Input material:
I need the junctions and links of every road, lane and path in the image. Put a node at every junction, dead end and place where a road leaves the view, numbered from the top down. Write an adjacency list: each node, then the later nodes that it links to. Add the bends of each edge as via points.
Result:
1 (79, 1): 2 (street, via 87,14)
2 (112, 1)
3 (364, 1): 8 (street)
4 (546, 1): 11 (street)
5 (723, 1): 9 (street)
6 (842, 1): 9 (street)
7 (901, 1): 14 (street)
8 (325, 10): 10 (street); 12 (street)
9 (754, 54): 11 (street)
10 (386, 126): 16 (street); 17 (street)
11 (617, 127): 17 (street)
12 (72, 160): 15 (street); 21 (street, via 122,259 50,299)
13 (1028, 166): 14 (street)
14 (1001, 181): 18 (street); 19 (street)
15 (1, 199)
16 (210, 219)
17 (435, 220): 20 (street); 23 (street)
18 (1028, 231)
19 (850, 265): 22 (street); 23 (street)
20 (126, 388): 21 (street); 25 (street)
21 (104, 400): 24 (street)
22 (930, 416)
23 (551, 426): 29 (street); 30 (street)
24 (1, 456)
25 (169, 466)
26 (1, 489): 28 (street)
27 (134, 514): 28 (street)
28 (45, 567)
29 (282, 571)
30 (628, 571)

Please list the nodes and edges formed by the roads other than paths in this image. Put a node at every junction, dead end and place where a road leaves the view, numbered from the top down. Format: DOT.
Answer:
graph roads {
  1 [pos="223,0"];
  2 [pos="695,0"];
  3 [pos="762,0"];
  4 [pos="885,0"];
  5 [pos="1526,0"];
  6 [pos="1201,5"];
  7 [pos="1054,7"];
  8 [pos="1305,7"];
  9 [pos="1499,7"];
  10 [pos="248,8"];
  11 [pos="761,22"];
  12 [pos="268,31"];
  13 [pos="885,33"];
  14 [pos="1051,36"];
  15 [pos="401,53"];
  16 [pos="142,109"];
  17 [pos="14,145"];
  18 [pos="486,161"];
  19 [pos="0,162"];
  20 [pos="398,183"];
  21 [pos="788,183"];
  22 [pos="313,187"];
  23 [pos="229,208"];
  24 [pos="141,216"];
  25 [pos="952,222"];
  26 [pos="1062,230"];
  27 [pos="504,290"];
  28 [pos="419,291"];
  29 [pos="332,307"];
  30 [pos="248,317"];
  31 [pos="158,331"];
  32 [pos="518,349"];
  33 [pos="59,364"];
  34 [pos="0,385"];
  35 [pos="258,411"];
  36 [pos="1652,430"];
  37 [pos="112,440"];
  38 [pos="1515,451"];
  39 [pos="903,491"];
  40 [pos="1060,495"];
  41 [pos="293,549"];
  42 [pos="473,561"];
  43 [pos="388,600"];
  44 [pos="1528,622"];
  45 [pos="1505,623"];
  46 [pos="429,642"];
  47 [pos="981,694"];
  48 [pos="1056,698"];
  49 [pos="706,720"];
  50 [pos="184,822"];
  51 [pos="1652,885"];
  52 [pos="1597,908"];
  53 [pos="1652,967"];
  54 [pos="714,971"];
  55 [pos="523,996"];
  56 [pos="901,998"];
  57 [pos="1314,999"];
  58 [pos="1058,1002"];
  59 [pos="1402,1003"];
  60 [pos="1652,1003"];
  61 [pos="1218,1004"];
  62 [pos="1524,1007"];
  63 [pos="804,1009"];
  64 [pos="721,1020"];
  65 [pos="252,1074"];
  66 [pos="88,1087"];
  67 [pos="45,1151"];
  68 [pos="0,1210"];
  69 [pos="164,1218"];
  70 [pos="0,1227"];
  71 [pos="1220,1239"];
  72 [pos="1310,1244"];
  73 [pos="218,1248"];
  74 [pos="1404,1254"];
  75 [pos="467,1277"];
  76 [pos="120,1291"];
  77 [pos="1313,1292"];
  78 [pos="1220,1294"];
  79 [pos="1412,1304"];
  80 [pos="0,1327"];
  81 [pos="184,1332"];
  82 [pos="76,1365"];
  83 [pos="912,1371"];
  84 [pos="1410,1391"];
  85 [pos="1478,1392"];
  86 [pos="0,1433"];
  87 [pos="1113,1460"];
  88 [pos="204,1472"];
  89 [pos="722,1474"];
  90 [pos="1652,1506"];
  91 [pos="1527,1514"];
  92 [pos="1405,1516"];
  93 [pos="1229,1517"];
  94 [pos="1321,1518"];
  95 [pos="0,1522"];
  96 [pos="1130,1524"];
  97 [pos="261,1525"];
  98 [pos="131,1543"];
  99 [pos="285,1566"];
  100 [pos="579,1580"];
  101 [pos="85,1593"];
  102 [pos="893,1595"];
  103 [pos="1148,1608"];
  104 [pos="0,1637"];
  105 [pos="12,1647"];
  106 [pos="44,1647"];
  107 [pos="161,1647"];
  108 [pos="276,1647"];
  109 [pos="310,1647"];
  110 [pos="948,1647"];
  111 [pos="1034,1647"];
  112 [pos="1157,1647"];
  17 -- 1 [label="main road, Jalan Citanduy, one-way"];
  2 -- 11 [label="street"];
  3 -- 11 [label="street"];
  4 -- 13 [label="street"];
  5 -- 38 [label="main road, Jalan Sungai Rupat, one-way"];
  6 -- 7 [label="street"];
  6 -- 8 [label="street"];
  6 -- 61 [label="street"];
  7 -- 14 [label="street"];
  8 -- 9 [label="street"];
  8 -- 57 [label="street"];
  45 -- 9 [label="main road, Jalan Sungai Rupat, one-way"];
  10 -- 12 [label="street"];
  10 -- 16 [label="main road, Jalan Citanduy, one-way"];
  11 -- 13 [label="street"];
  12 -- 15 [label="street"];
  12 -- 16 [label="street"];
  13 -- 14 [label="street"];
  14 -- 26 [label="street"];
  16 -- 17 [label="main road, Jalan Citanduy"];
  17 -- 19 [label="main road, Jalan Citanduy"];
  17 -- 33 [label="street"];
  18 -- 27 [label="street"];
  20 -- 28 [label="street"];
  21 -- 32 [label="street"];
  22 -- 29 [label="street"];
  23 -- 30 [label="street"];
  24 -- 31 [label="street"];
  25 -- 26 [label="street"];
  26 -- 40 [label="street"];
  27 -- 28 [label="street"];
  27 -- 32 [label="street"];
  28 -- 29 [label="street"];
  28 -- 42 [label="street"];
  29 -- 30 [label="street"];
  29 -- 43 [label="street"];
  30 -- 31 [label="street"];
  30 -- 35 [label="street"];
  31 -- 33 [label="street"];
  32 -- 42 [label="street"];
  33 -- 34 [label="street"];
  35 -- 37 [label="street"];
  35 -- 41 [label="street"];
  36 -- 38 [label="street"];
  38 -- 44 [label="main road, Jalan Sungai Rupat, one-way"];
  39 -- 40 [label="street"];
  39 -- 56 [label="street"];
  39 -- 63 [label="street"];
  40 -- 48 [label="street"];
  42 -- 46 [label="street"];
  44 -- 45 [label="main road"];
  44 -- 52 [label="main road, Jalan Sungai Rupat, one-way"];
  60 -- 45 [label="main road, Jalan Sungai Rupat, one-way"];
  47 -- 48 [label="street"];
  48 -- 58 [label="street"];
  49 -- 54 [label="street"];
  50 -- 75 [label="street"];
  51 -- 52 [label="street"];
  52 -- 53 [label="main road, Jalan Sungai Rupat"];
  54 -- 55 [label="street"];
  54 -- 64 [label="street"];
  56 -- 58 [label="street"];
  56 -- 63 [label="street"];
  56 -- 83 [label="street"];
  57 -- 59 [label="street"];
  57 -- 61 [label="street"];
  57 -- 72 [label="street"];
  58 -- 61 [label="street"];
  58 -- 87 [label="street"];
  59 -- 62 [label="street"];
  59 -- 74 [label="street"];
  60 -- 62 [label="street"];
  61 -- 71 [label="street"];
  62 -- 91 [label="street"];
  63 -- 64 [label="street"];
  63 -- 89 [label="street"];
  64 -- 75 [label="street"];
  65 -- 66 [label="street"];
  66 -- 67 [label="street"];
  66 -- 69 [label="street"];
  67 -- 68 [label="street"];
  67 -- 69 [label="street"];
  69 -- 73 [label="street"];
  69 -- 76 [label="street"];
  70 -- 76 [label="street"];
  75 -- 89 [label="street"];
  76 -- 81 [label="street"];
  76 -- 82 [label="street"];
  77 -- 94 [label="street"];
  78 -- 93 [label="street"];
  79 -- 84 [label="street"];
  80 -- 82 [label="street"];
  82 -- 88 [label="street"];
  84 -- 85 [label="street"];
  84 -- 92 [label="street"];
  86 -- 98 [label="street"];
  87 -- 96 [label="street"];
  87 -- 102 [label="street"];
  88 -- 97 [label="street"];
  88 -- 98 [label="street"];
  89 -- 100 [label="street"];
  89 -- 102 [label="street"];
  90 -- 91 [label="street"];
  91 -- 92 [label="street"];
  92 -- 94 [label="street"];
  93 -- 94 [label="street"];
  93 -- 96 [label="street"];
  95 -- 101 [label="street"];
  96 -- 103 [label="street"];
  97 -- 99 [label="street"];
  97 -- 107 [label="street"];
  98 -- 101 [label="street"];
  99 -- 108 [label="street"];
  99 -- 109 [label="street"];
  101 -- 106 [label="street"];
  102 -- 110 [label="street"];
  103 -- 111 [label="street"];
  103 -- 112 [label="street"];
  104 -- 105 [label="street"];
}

Your objective:
When you answer, output each line of the data exactly as given, from its first line up to and including the one with "Please list the".

Response box:
I need the junctions and links of every road, lane and path in the image. Put a node at every junction, dead end and place where a road leaves the view, numbered from the top down. Write an adjacency list: each node, then the later nodes that it links to. Add the bends of each edge as via points.
Result:
1 (79, 1): 2 (street, via 87,14)
2 (112, 1)
3 (364, 1): 8 (street)
4 (546, 1): 11 (street)
5 (723, 1): 9 (street)
6 (842, 1): 9 (street)
7 (901, 1): 14 (street)
8 (325, 10): 10 (street); 12 (street)
9 (754, 54): 11 (street)
10 (386, 126): 16 (street); 17 (street)
11 (617, 127): 17 (street)
12 (72, 160): 15 (street); 21 (street, via 122,259 50,299)
13 (1028, 166): 14 (street)
14 (1001, 181): 18 (street); 19 (street)
15 (1, 199)
16 (210, 219)
17 (435, 220): 20 (street); 23 (street)
18 (1028, 231)
19 (850, 265): 22 (street); 23 (street)
20 (126, 388): 21 (street); 25 (street)
21 (104, 400): 24 (street)
22 (930, 416)
23 (551, 426): 29 (street); 30 (street)
24 (1, 456)
25 (169, 466)
26 (1, 489): 28 (street)
27 (134, 514): 28 (street)
28 (45, 567)
29 (282, 571)
30 (628, 571)

Please list the nodes and edges formed by the roads other than paths in this image. Put a node at every junction, dead end and place where a road leaves the view, numbered from the top down. Format: DOT.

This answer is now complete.